LI YAN BO




LI YAN BO


   Encaramado a la rama más alta, flotando, sin apenas posarse, acariciando la nada, sin peso; ingrávido, pero con una carga fascinante, ineludible, resbalando la expresión de aquel personaje entre etéreas hojas y huidizos tallos; doble equivalencia entre la contemplación que es contemplada y su imagen serena que nos devuelve la perplejidad de  su  vida,   de  unas  vivencias internas, casi ocultas  para   el  contemplador   de

cuadros, envueltas en tonos pastel y sonrisas convocadoras de las capas menos conscientes de nuestra sensibilidad; vivencias y recuerdos a flor de piel.
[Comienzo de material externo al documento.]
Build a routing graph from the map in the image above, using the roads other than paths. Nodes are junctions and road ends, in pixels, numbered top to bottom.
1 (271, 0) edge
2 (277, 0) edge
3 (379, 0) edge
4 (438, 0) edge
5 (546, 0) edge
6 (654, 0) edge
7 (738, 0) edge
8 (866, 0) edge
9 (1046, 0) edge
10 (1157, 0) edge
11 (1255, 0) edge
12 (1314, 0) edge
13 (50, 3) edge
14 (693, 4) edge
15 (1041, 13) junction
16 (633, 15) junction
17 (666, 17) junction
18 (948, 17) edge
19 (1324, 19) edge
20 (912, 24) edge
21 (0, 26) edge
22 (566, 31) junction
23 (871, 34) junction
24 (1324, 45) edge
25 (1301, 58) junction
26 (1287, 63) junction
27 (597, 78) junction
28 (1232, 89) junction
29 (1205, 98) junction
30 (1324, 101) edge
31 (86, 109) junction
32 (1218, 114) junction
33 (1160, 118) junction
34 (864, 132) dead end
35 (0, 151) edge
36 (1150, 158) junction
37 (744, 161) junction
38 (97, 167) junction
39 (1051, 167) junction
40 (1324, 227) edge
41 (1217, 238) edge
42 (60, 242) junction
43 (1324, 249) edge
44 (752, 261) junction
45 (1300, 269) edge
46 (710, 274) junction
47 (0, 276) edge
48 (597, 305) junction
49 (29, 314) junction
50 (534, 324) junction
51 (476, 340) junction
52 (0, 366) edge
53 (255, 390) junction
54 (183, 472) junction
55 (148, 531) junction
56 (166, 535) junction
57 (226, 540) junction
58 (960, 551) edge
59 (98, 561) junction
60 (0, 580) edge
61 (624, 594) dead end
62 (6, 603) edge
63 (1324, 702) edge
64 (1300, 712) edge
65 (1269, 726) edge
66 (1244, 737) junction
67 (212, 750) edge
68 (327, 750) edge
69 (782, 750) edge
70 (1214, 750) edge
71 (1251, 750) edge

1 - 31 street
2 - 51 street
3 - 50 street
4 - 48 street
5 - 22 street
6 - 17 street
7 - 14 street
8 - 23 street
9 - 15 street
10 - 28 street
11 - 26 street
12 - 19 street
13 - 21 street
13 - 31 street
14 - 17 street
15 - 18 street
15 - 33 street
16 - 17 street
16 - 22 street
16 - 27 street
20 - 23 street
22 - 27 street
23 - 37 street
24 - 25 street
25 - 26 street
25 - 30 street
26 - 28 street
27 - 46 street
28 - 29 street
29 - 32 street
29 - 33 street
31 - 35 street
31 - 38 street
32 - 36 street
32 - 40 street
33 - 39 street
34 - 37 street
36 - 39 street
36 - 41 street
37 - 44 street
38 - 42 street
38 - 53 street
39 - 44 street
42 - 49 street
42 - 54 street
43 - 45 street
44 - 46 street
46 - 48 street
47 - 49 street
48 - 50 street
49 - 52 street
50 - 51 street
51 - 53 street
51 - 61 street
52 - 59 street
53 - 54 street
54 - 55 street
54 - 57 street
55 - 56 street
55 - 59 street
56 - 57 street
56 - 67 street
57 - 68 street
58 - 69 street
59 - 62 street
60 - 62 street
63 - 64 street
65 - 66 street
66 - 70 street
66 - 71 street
Li Yan Bo reclama en su pintura la atención hacia esa sobrecarga con que motea velada y conscientemente sus imágenes, pesada serenidad que, hasta cierto punto, molesta; espiritualidad primigenia, abisal, que consigue molestar porque no la dicta nadie, ni nadie ni mano alguna hace ademán por destapar el frasco de sus virtudes. Está ahí, contémplala, si ese es tu deseo; devuélvele tu mirada, si aceptas que ella te la ha prestado.
Incomprensiblemente para una observación superficial, el pincel de Li Yan Bo encadena y refuerza la intensidad de su propuesta a partir de tonos pasteles, de sombras paradójicamente claras, pese a la firmeza y decisión de su trazo; paisaje salpicado de ojos rescatados de la obligación de mirar, de cruzar la mirada con otro propósito distinto al de empaparse en su propia experiencia; creando adrede una atmósfera desvaída, con la que consigue excitar nuestra persecución perceptual de los serenos  abismos  a  los  que  nos
enfrenta; persistiendo en la 

sensación de que quien los ha forjado nos grita constantemente, siempre desde su profunda serenidad y desde esas miradas de seres humanos que emergen en los espacios enmarcados por troncos, hojas y ramas, que la contemplación es algo inapelablemente voluntario y gratuito.
La evanescente mirada de estos personajes calculadamente encaramados a la nada, una mirada que, sin embargo, se enfrenta con inusitada fortaleza a la persona que se detiene a contemplarla, no exige; extrañamente, tampoco implora, quizás, invita, puede que convoque, aunque tampoco es así o no tiene por qué ser así; vive  su

vida, pero arrastra con inexplicable poderío a compartir, a experimentar esas sensaciones que precisamente el propio contemplador haya de aportar o, por lo menos, completar, en algún caso, dar algún remate con ellas; probablemente, esa sea la intención agazapada de la enigmática mueca con que nos obsequia alguno de aquellos personajes o la pretensión de Li Yan Bo, su pintor, inundándonos con determinación de infinitas preguntas y robándonos sin escrúpulo,  bajo aquel torrente de sonrisas provocadoras, muchas de   nuestras   respuestas.   Parece

como si el pincel de Li Yan Bo se detuviese, permaneciese en vilo y, sin esperar ninguna reacción, dejase todo el espacio libre a sus personajes y a las personas con quienes entablarán, sin duda alguna, ese misterioso diálogo. Sencillamente, porque cree en ellos. Hermoso señuelo. El vacío se impone sin despreciar la experiencia, dejando esa sensación, tan pocas veces alcanzada, de dar sentido a la tan perseguida actitud de recrear una propuesta artística con la simple mirada. La de los personajes, la de la persona que los contemple.